После полива и прополки
Волшебный вырастет грибок…
Сельскохозяйственным работам
Нам предаваться ни к чему
Молиться бы солдатским ботам
Да пулемёту одному…
Придти к ножам, к штыку и к ножнам
Вертеть на пальце бы наган
А не давиться бы пирожным
Попавши девушки в капкан.
«Вчера львы едят зебру…»
Вчера львы едят зебру
Трое. Зебра лежит на спине
Ноги торчат как в модных чулках у зебры
и подрагивают. А брюхо съели. И доедают.
Своего рода изнасилование в крайнем виде.
Жрут от брюха. Видимо, потому что самое мягкое
Потом прилетают стервятники, доедают зебру
Последними прибывают муравьи.
«При рождении душа-точка разворачивается в человека…»
При рождении душа-точка разворачивается в человека
Расширяется в него (как Вселенная после Большого взрыва)
А при смерти душа сжимается в точку.
Чувствования от точки отключены, сознание
она тоже теряет, вместе с воспоминаниями.

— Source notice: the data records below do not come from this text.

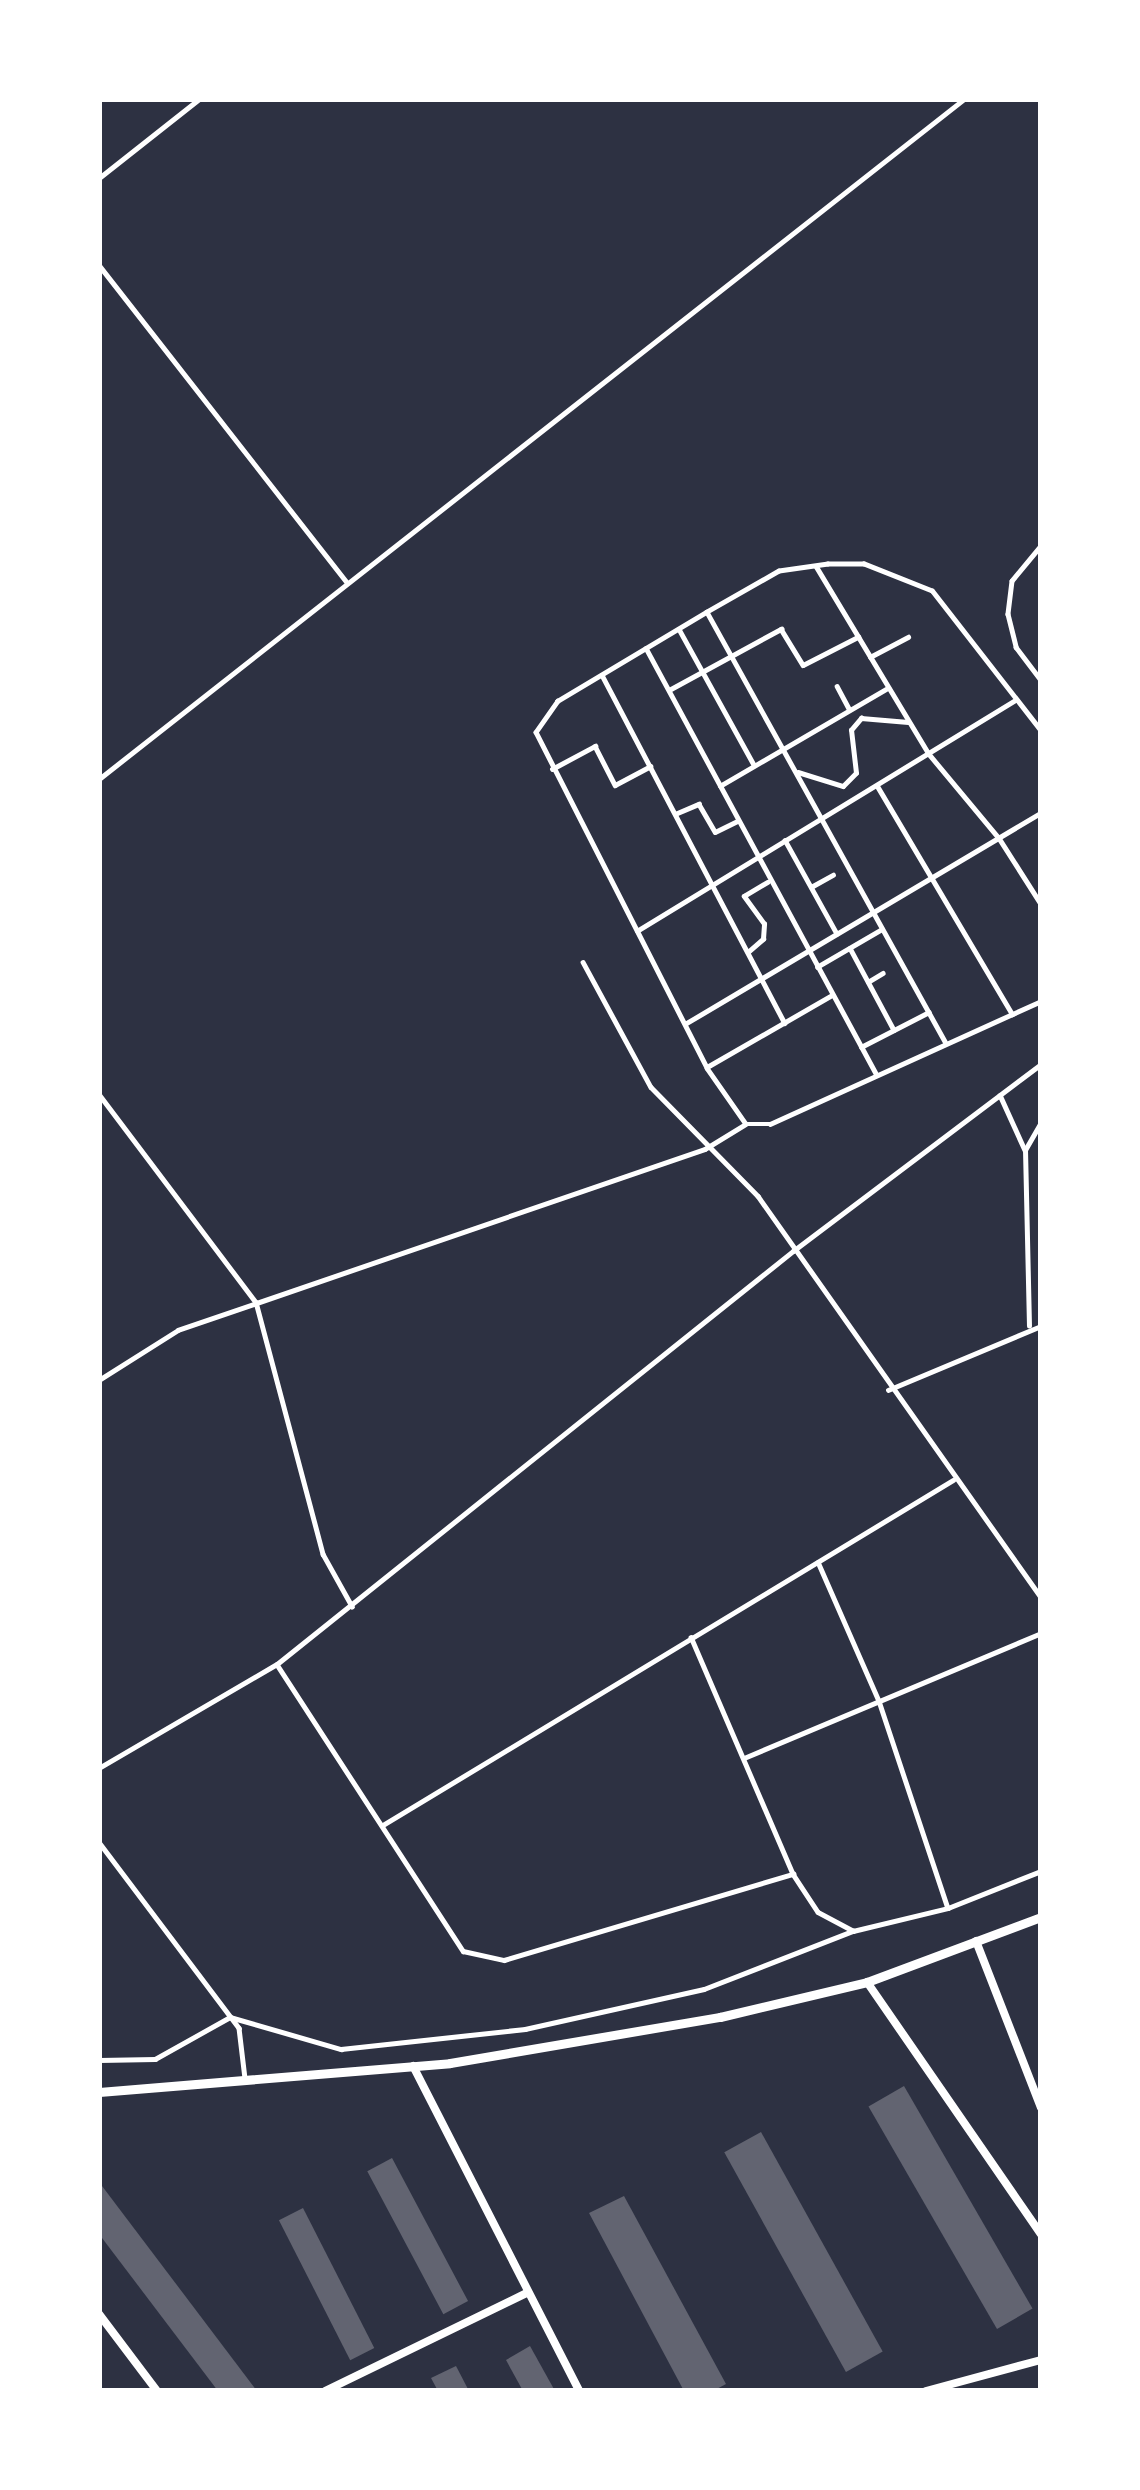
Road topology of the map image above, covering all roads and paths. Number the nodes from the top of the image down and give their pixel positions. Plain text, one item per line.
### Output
1 (199, 99) edge
2 (964, 99) edge
3 (99, 178) edge
4 (99, 266) edge
5 (1041, 546) edge
6 (816, 566) junction
7 (347, 582) junction
8 (707, 611) junction
9 (679, 629) junction
10 (858, 637) junction
11 (908, 637) dead end
12 (646, 648) junction
13 (732, 656) junction
14 (870, 658) junction
15 (702, 670) junction
16 (602, 675) junction
17 (1041, 680) edge
18 (837, 686) dead end
19 (888, 688) junction
20 (669, 690) junction
21 (1016, 700) junction
22 (849, 709) junction
23 (908, 722) junction
24 (1041, 731) edge
25 (784, 747) junction
26 (928, 754) junction
27 (754, 765) junction
28 (650, 766) junction
29 (550, 770) junction
30 (798, 772) junction
31 (99, 779) edge
32 (877, 785) junction
33 (720, 786) junction
34 (1041, 813) edge
35 (675, 814) junction
36 (823, 818) junction
37 (738, 821) junction
38 (1000, 838) junction
39 (785, 841) junction
40 (757, 858) junction
41 (833, 875) dead end
42 (934, 876) junction
43 (771, 882) junction
44 (712, 885) junction
45 (812, 887) junction
46 (1041, 904) edge
47 (873, 913) junction
48 (883, 929) junction
49 (635, 932) junction
50 (837, 934) junction
51 (850, 948) junction
52 (808, 951) junction
53 (748, 952) junction
54 (583, 962) dead end
55 (817, 967) junction
56 (883, 973) dead end
57 (762, 979) junction
58 (868, 982) junction
59 (832, 994) junction
60 (1041, 1001) edge
61 (928, 1012) junction
62 (1012, 1014) junction
63 (785, 1023) junction
64 (686, 1024) junction
65 (894, 1030) junction
66 (946, 1044) junction
67 (861, 1047) junction
68 (1041, 1064) edge
69 (707, 1067) junction
70 (877, 1076) junction
71 (99, 1094) edge
72 (1000, 1095) junction
73 (1041, 1122) edge
74 (746, 1124) junction
75 (704, 1149) junction
76 (1025, 1150) junction
77 (793, 1251) junction
78 (256, 1302) junction
79 (1030, 1326) junction
80 (1041, 1326) edge
81 (99, 1380) edge
82 (888, 1390) junction
83 (953, 1480) junction
84 (818, 1562) junction
85 (1041, 1597) edge
86 (352, 1606) junction
87 (1041, 1634) edge
88 (691, 1636) junction
89 (277, 1664) junction
90 (879, 1701) junction
91 (744, 1759) junction
92 (99, 1768) edge
93 (383, 1825) junction
94 (99, 1842) edge
95 (1041, 1871) edge
96 (793, 1874) junction
97 (948, 1908) junction
98 (1041, 1917) edge
99 (853, 1931) junction
100 (976, 1941) junction
101 (867, 1982) junction
102 (230, 2017) junction
103 (99, 2060) edge
104 (413, 2066) junction
105 (246, 2084) junction
106 (99, 2092) edge
107 (1041, 2108) edge
108 (1041, 2234) edge
109 (527, 2293) junction
110 (99, 2314) edge
111 (1041, 2360) edge
112 (157, 2391) edge
113 (325, 2391) edge
114 (579, 2391) edge
115 (926, 2391) edge

1 - 3 lane
2 - 7 lane
4 - 7 lane
5 - 17 lane
6 - 8 lane
6 - 10 lane
6 - 21 lane
7 - 31 lane
8 - 9 lane
8 - 13 lane
9 - 12 lane
9 - 15 lane
10 - 13 lane
10 - 14 lane
11 - 14 lane
12 - 16 lane
12 - 20 lane
13 - 15 lane
13 - 25 lane
14 - 19 lane
15 - 20 lane
15 - 27 lane
16 - 28 lane
16 - 29 lane
18 - 22 lane
19 - 22 lane
19 - 23 lane
20 - 33 lane
21 - 24 lane
21 - 26 lane
22 - 25 lane
23 - 26 lane
23 - 30 lane
25 - 27 lane
25 - 30 lane
26 - 32 lane
26 - 38 lane
27 - 33 lane
28 - 29 lane
28 - 35 lane
29 - 49 lane
30 - 36 lane
32 - 36 lane
32 - 42 lane
33 - 37 lane
34 - 38 lane
35 - 37 lane
35 - 44 lane
36 - 39 lane
36 - 47 lane
37 - 40 lane
38 - 42 lane
38 - 46 lane
39 - 40 lane
39 - 45 lane
40 - 43 lane
40 - 44 lane
41 - 45 lane
42 - 47 lane
42 - 62 lane
43 - 52 lane
43 - 53 lane
44 - 49 lane
44 - 53 lane
45 - 50 lane
47 - 48 lane
47 - 50 lane
48 - 51 lane
48 - 61 lane
49 - 64 lane
50 - 52 lane
51 - 55 lane
51 - 58 lane
52 - 55 lane
52 - 57 lane
53 - 57 lane
54 - 75 lane
55 - 59 lane
56 - 58 lane
57 - 63 lane
57 - 64 lane
58 - 65 lane
59 - 63 lane
59 - 67 lane
60 - 62 lane
61 - 65 lane
61 - 66 lane
62 - 66 lane
63 - 69 lane
64 - 69 lane
65 - 67 lane
66 - 70 lane
67 - 70 lane
68 - 72 lane
69 - 74 lane
70 - 74 lane
71 - 78 lane
72 - 76 lane
72 - 77 lane
73 - 76 lane
74 - 75 lane
75 - 77 lane
75 - 78 lane
76 - 79 lane
77 - 82 lane
77 - 86 lane
78 - 81 lane
78 - 86 lane
79 - 80 lane
79 - 82 lane
82 - 83 lane
83 - 84 lane
83 - 85 lane
84 - 88 lane
84 - 90 lane
86 - 89 lane
87 - 90 lane
88 - 91 lane
88 - 93 lane
89 - 92 lane
89 - 93 lane
90 - 91 lane
90 - 97 lane
91 - 96 lane
93 - 96 lane
94 - 102 lane
95 - 97 lane
96 - 99 lane
97 - 99 lane
98 - 100 street
99 - 102 lane
100 - 101 street
100 - 107 street
101 - 104 street
101 - 108 street
102 - 103 lane
102 - 105 lane
104 - 105 street
104 - 109 street
105 - 106 street
109 - 113 street
109 - 114 street
110 - 112 street
111 - 115 street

У точки нет глаз, но она не слепа,
Что ей положено «видеть» – видит.
Тело остаётся как куколка гусеницы,
Временная оболочка, и собственно что с ним
будет да и чёрт с ним. Мирозданию не до тела.

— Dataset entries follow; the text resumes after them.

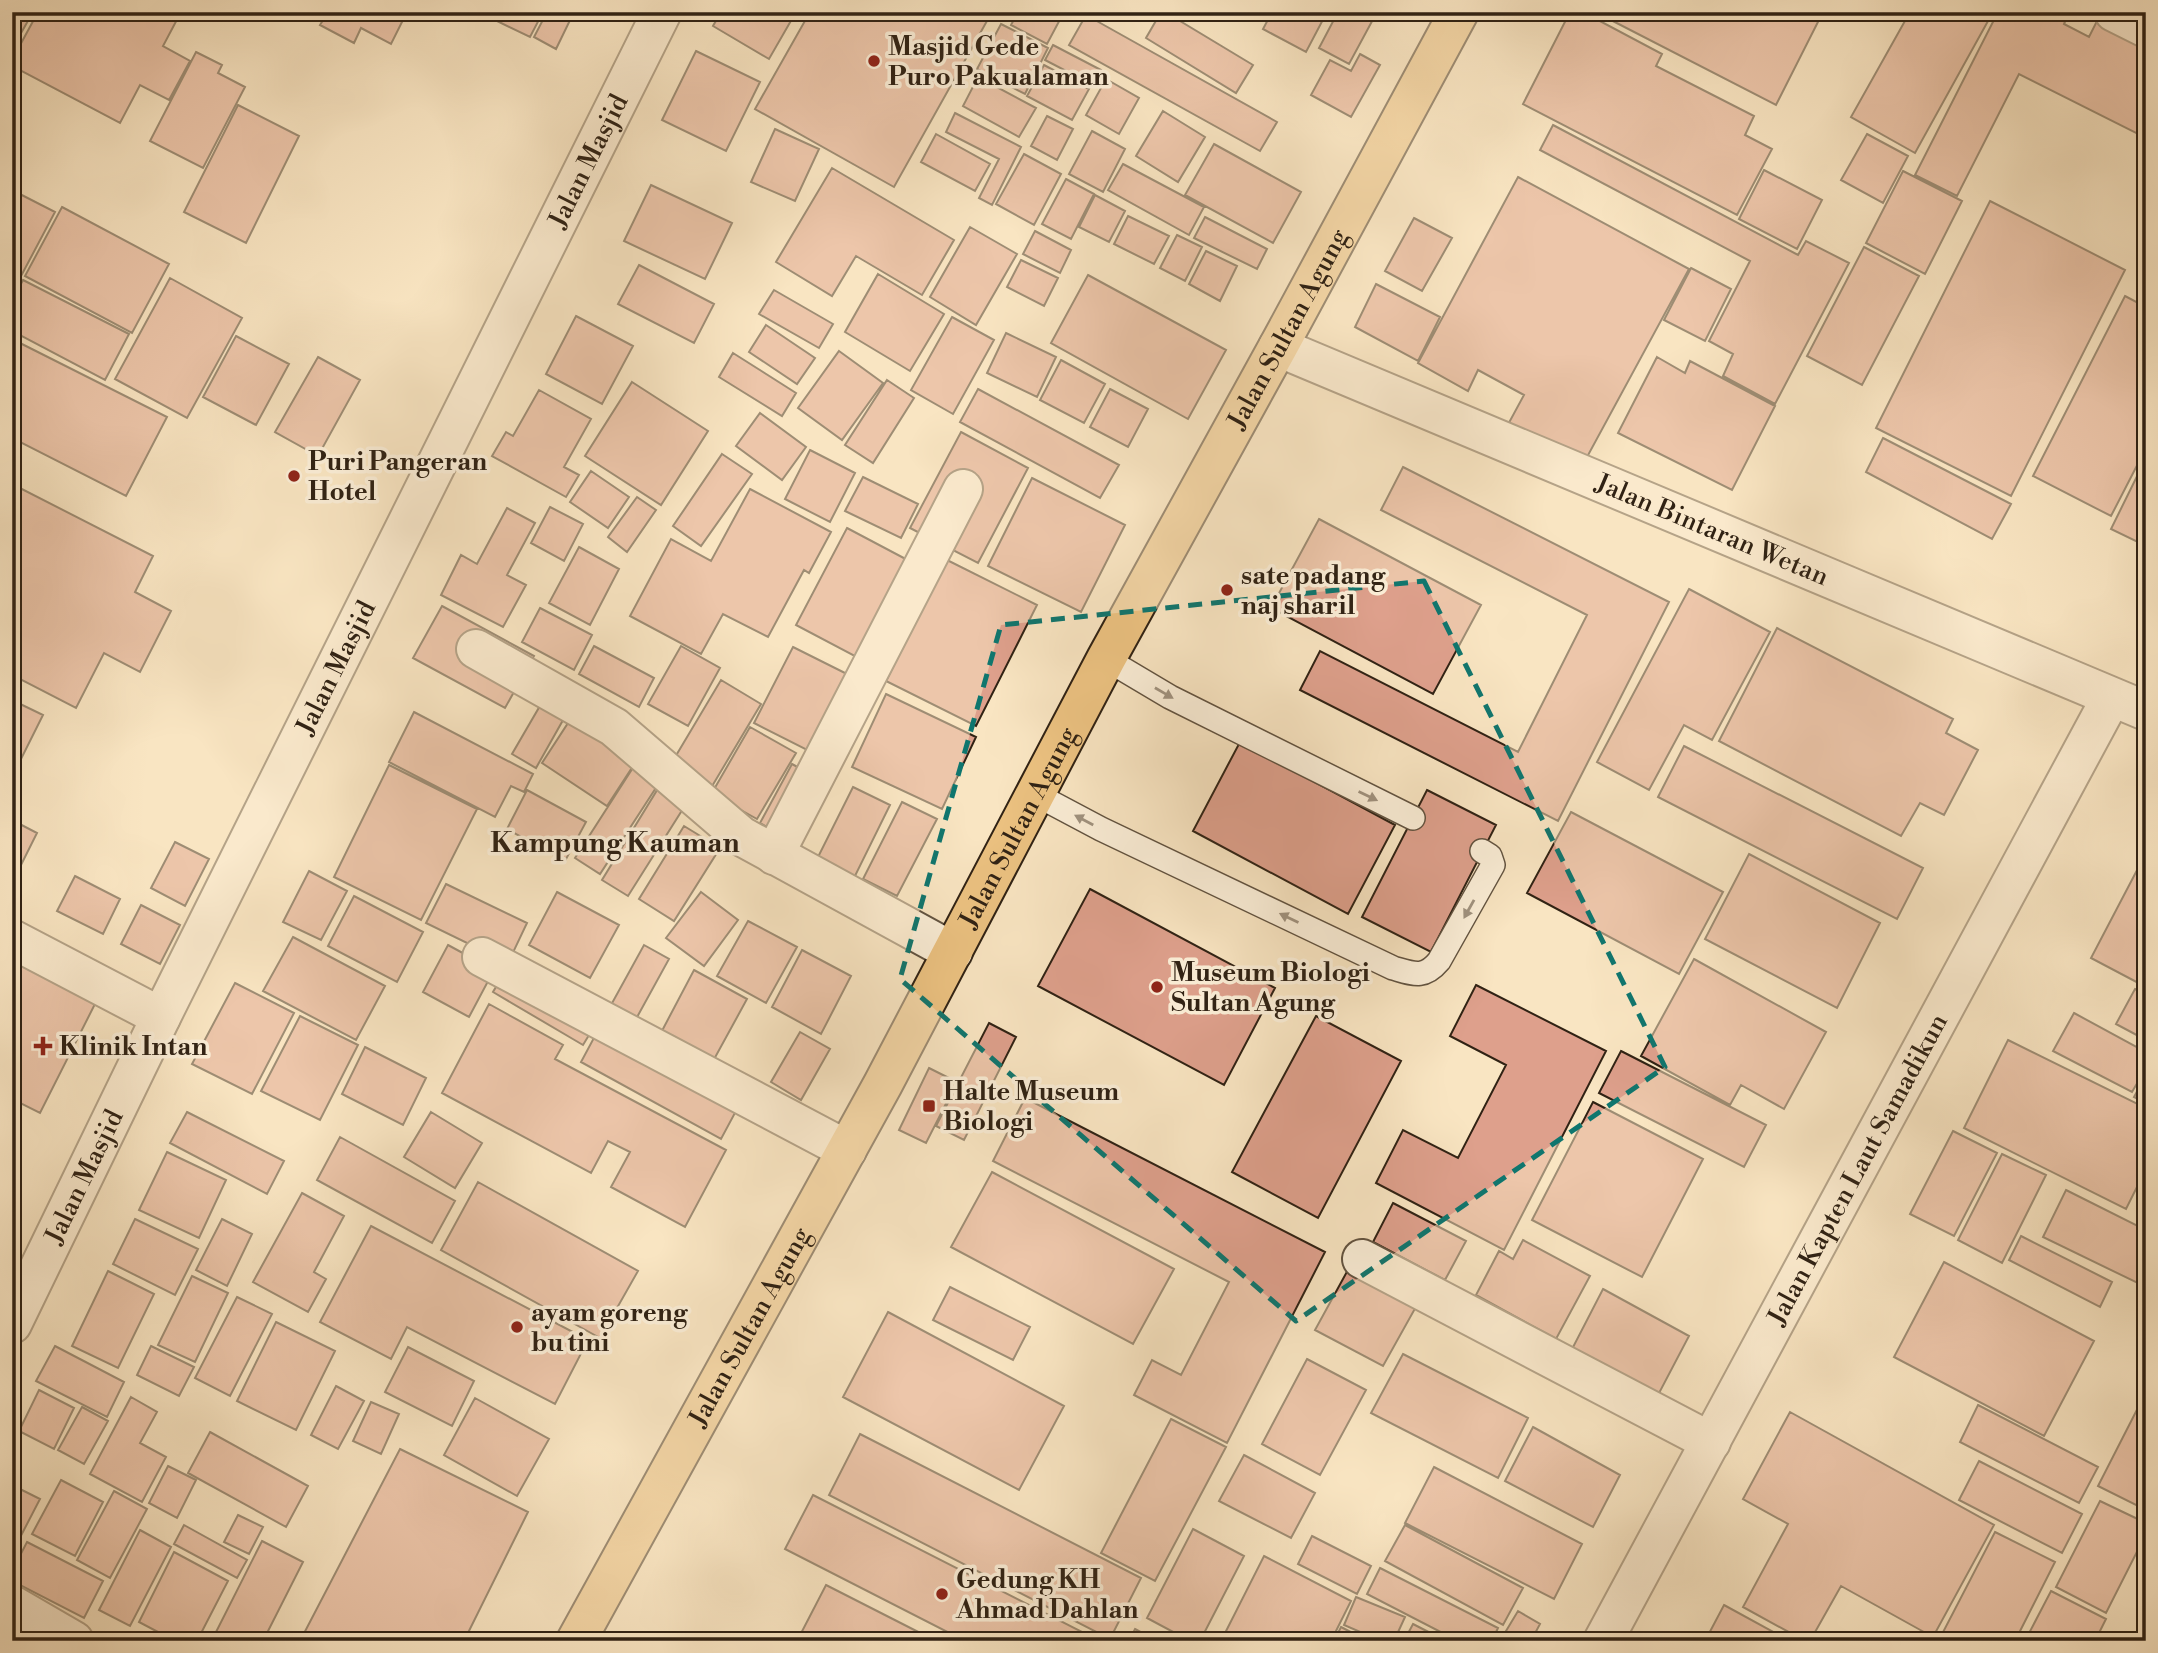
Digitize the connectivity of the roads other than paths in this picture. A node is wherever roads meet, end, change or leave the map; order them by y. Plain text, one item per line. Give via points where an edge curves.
1 (662, 12) edge
2 (1459, 12) edge
3 (2115, 12) edge
4 (2146, 29) edge
5 (1278, 347) junction
6 (963, 489) dead end
7 (476, 649) dead end
8 (1106, 659) junction
9 (2128, 704) edge
10 (1035, 794) junction
11 (1413, 818) dead end
12 (1482, 851) dead end
13 (774, 855) junction
14 (12, 939) edge
15 (953, 952) junction
16 (482, 957) dead end
17 (161, 1017) junction
18 (847, 1150) junction
19 (1362, 1259) dead end
20 (12, 1324) edge
21 (1711, 1442) junction
22 (12, 1605) edge
23 (74, 1641) edge
24 (576, 1641) edge
25 (1603, 1641) edge

1 - 17 street, Jalan Masjid
2 - 5 main road, Jalan Sultan Agung
3 - 4 street
5 - 8 main road, Jalan Sultan Agung
5 - 9 street, Jalan Bintaran Wetan
6 - 13 street
7 - 13 street via 614,727 741,836
8 - 10 main road, Jalan Sultan Agung
8 -> 11 lane via 1170,697
9 - 21 street, Jalan Kapten Laut Samadikun
12 -> 10 lane via 1493,865 1440,961 1430,971 1414,974 1357,951
10 - 15 main road, Jalan Sultan Agung
13 - 15 street
14 - 17 street
15 - 18 main road, Jalan Sultan Agung
16 - 18 street
17 - 20 street, Jalan Masjid
18 - 24 main road, Jalan Sultan Agung
19 - 21 street
21 - 25 street, Jalan Kapten Laut Samadikun
22 - 23 street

«Исчезли блюдца снега у стволов…»
Исчезли блюдца снега у стволов.
Чернеет споро у двора пространство,
Весна вступает, словно Суворов,
Порой впадая в буйство или в пьянство
И голубых мундиров злой налёт
На Альпы и на молодую Вену
«Орлы!, кричит Суворов, Все вперёд!»
И шпагой указует им на стену…
«Они получают свои приговоры…»
Они получают свои приговоры,
Убийцы, мошенники, воры
И наркоманы, их шприцы в горсти
В вену вонзают, прости!
Они возвращаются в камеры к ночи
Один был механик, другой был рабочий,
Тот кто пожизненное заслужил
Как бы, считай, свою смерть получил…
Только оттянуто хмурую. В чаще
Словно бы льва в Беловежской пуще
Словно бы волка найдёт двухметрового
Страшного, чёрного, твёрдого, нового
Они получают свои приговоры
Судьи корявы, у судей проборы
Перхоть, потёртые рукава
Наша юстиция вечно права…
Были чернила, а стали – компьютеры
В мрачной судейской засохли их бутеры
С сыром. И с брынзой, или с колбасой.
Жёсткой – салями, и мягкой – простой
Rollton(а) жгучий искусственный суп
Падает в Rollton свалявшийся губ
Жутко воняет согбенный судья
Многих лишивший уже бытия…
«Я похож на обезьяну…»
Я похож на обезьяну
Руки-ноги из рубашки,
Нету Анны и Наташки,
Я похож на обезьяну…
Старый-старый и худой
Безобразный и костлявый
С обожжённой головой
Хорошо, что не двуглавый…
С головою обожжённой
Даже радиационной
Хиросимы словно внук
Измождённый как паук.
В саммит зимнего сезона
Где ж оно, то время оно,
На котором я пожух
Рот мой сух и стал я глух
И израильский Нидал
Меня дважды облучал
Я едва произношу
Хорошо ещё дышу
Я похож на обезьяну
Руки-ноги из рубашки,
Нету Анны и Наташки
И чешу я мою рану…
МЫ
Фифи едет на поезде из Хельсинки в Питер
Фифи читает, Фифи пьёт вино…
У неё на голове причёска – еврейская плетёная хала
Фифи – умная.
Только она поверхностная, любит романы о любви.
И она женщина.
Когда мы только познакомились (десять лет тому)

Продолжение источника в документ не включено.